• **WHAT YOU NEED TO DO**
Where does the string "Dijon" occur in the records? Copy each line that holds it.
++++ RECORDS SUPPLIED ++++
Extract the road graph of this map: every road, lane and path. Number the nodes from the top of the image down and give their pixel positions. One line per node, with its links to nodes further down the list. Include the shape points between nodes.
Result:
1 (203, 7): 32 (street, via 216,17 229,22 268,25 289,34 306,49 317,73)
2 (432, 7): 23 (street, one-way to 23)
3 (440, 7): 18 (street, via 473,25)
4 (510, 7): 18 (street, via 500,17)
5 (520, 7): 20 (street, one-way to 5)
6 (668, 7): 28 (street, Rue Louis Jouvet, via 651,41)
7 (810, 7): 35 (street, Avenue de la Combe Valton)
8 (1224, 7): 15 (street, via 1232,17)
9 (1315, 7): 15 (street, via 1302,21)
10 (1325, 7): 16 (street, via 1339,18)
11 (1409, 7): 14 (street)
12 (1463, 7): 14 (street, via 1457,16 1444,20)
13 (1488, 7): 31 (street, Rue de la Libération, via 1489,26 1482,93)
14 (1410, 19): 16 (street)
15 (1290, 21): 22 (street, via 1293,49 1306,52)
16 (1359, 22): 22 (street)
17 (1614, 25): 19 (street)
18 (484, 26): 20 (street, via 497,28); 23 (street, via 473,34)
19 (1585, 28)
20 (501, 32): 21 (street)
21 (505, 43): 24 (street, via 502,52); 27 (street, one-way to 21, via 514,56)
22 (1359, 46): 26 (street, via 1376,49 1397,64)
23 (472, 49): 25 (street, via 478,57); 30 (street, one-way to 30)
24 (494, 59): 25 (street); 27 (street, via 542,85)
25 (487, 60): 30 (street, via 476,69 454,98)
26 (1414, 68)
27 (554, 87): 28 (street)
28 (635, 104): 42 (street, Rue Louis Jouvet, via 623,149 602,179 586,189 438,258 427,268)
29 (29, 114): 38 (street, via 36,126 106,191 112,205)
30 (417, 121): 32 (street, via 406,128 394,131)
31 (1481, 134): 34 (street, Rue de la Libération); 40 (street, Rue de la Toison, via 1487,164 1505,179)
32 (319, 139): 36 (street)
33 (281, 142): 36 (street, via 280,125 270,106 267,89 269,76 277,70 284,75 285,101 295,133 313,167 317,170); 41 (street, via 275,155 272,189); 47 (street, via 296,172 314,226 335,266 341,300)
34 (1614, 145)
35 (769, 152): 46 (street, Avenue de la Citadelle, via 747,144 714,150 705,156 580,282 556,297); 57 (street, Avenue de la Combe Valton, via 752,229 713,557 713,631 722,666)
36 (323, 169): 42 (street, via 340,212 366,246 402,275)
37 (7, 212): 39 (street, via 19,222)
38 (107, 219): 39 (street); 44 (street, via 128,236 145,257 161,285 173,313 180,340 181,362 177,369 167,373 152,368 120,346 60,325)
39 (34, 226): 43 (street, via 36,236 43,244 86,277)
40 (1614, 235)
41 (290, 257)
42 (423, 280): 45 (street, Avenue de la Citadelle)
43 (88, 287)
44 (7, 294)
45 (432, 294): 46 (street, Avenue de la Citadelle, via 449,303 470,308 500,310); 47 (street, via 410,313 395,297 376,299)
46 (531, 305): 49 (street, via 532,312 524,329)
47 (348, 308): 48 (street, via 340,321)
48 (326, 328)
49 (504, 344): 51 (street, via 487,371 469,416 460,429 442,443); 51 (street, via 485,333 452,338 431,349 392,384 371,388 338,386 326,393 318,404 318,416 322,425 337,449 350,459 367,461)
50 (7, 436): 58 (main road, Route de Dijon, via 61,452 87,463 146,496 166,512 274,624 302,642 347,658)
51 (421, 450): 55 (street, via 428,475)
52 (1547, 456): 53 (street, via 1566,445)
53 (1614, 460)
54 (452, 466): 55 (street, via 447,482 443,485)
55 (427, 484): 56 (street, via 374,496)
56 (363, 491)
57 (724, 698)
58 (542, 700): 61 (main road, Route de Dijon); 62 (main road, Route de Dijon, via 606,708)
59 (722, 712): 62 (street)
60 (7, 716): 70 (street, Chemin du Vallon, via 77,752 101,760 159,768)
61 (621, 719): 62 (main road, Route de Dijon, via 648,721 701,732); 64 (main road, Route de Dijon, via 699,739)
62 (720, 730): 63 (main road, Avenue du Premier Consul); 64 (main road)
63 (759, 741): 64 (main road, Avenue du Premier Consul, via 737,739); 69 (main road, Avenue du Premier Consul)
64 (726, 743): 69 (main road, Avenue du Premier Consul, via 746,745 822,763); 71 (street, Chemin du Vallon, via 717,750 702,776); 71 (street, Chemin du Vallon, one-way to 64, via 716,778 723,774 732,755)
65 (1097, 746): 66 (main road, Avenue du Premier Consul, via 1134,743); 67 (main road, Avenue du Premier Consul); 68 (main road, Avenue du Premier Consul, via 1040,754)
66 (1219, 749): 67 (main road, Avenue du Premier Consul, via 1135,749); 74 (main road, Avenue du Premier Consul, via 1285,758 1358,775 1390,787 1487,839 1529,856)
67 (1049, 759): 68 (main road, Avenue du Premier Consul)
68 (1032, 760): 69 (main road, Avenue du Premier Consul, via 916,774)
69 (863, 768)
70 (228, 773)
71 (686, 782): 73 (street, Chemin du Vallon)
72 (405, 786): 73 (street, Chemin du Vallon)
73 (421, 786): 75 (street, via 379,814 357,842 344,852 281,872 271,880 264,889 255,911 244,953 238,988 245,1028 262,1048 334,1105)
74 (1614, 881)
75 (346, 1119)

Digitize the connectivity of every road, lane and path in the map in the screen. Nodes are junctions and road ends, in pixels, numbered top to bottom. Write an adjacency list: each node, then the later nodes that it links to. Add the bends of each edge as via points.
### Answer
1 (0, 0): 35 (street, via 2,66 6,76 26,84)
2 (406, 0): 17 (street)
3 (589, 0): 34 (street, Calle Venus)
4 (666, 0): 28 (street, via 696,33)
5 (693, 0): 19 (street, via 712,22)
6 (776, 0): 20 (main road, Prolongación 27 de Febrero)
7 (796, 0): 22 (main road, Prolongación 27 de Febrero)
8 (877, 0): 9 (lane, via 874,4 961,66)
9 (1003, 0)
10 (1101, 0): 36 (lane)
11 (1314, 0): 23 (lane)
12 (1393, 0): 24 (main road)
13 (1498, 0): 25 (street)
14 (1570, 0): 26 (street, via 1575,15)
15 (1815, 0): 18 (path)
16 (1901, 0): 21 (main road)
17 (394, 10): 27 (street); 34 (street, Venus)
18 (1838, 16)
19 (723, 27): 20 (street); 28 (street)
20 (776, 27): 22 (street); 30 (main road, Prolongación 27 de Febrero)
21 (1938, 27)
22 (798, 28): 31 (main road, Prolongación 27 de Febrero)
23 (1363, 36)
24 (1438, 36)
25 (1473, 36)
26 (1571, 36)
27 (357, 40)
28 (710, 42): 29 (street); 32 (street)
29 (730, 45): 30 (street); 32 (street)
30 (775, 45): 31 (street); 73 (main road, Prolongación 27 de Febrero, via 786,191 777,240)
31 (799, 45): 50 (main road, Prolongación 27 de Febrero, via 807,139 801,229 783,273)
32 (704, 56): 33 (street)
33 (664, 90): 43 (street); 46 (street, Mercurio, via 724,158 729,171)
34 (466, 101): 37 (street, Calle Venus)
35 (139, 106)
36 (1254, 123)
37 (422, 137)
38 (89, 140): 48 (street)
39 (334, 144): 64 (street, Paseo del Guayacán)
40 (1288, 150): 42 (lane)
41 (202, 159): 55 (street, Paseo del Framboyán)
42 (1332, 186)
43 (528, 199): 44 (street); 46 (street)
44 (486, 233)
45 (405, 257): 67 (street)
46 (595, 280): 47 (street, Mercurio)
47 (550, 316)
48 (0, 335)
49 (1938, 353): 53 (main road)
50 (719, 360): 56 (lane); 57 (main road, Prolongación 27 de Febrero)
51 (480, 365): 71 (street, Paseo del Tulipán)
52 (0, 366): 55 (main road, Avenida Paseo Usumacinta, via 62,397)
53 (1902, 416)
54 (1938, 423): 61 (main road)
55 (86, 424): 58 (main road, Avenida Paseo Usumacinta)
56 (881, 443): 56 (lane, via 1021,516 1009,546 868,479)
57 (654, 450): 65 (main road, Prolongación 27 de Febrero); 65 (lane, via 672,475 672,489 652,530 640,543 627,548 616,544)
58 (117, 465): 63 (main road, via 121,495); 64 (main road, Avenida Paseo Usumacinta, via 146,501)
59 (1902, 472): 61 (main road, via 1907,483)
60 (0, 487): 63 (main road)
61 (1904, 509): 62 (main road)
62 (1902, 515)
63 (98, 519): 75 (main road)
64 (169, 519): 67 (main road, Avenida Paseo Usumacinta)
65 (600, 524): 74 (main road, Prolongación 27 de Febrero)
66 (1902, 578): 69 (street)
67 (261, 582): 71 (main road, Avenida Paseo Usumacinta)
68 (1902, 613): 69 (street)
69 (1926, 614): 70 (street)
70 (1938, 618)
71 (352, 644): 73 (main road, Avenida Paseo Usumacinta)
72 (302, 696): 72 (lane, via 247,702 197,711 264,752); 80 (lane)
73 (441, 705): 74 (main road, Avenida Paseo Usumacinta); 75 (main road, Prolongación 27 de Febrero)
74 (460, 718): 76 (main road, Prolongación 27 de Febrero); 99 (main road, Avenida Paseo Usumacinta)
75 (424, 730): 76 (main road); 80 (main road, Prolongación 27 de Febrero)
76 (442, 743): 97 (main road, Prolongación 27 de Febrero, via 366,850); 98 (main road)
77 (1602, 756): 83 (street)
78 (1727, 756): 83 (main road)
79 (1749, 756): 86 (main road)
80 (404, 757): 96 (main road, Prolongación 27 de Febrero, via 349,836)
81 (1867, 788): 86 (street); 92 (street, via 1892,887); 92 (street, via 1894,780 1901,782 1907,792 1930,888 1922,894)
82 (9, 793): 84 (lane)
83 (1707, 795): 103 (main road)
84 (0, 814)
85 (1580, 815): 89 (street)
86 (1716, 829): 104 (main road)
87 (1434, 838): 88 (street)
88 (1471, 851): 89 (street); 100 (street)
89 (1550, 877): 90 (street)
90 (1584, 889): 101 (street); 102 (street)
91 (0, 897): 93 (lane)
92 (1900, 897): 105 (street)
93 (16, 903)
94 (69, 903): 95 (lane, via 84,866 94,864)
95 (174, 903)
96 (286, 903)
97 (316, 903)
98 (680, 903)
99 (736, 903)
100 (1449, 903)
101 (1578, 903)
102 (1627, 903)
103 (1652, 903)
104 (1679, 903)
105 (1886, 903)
++++
• **YOUR SOLUTION**
50 (7, 436): 58 (main road, Route de Dijon, via 61,452 87,463 146,496 166,512 274,624 302,642 347,658)
58 (542, 700): 61 (main road, Route de Dijon); 62 (main road, Route de Dijon, via 606,708)
61 (621, 719): 62 (main road, Route de Dijon, via 648,721 701,732); 64 (main road, Route de Dijon, via 699,739)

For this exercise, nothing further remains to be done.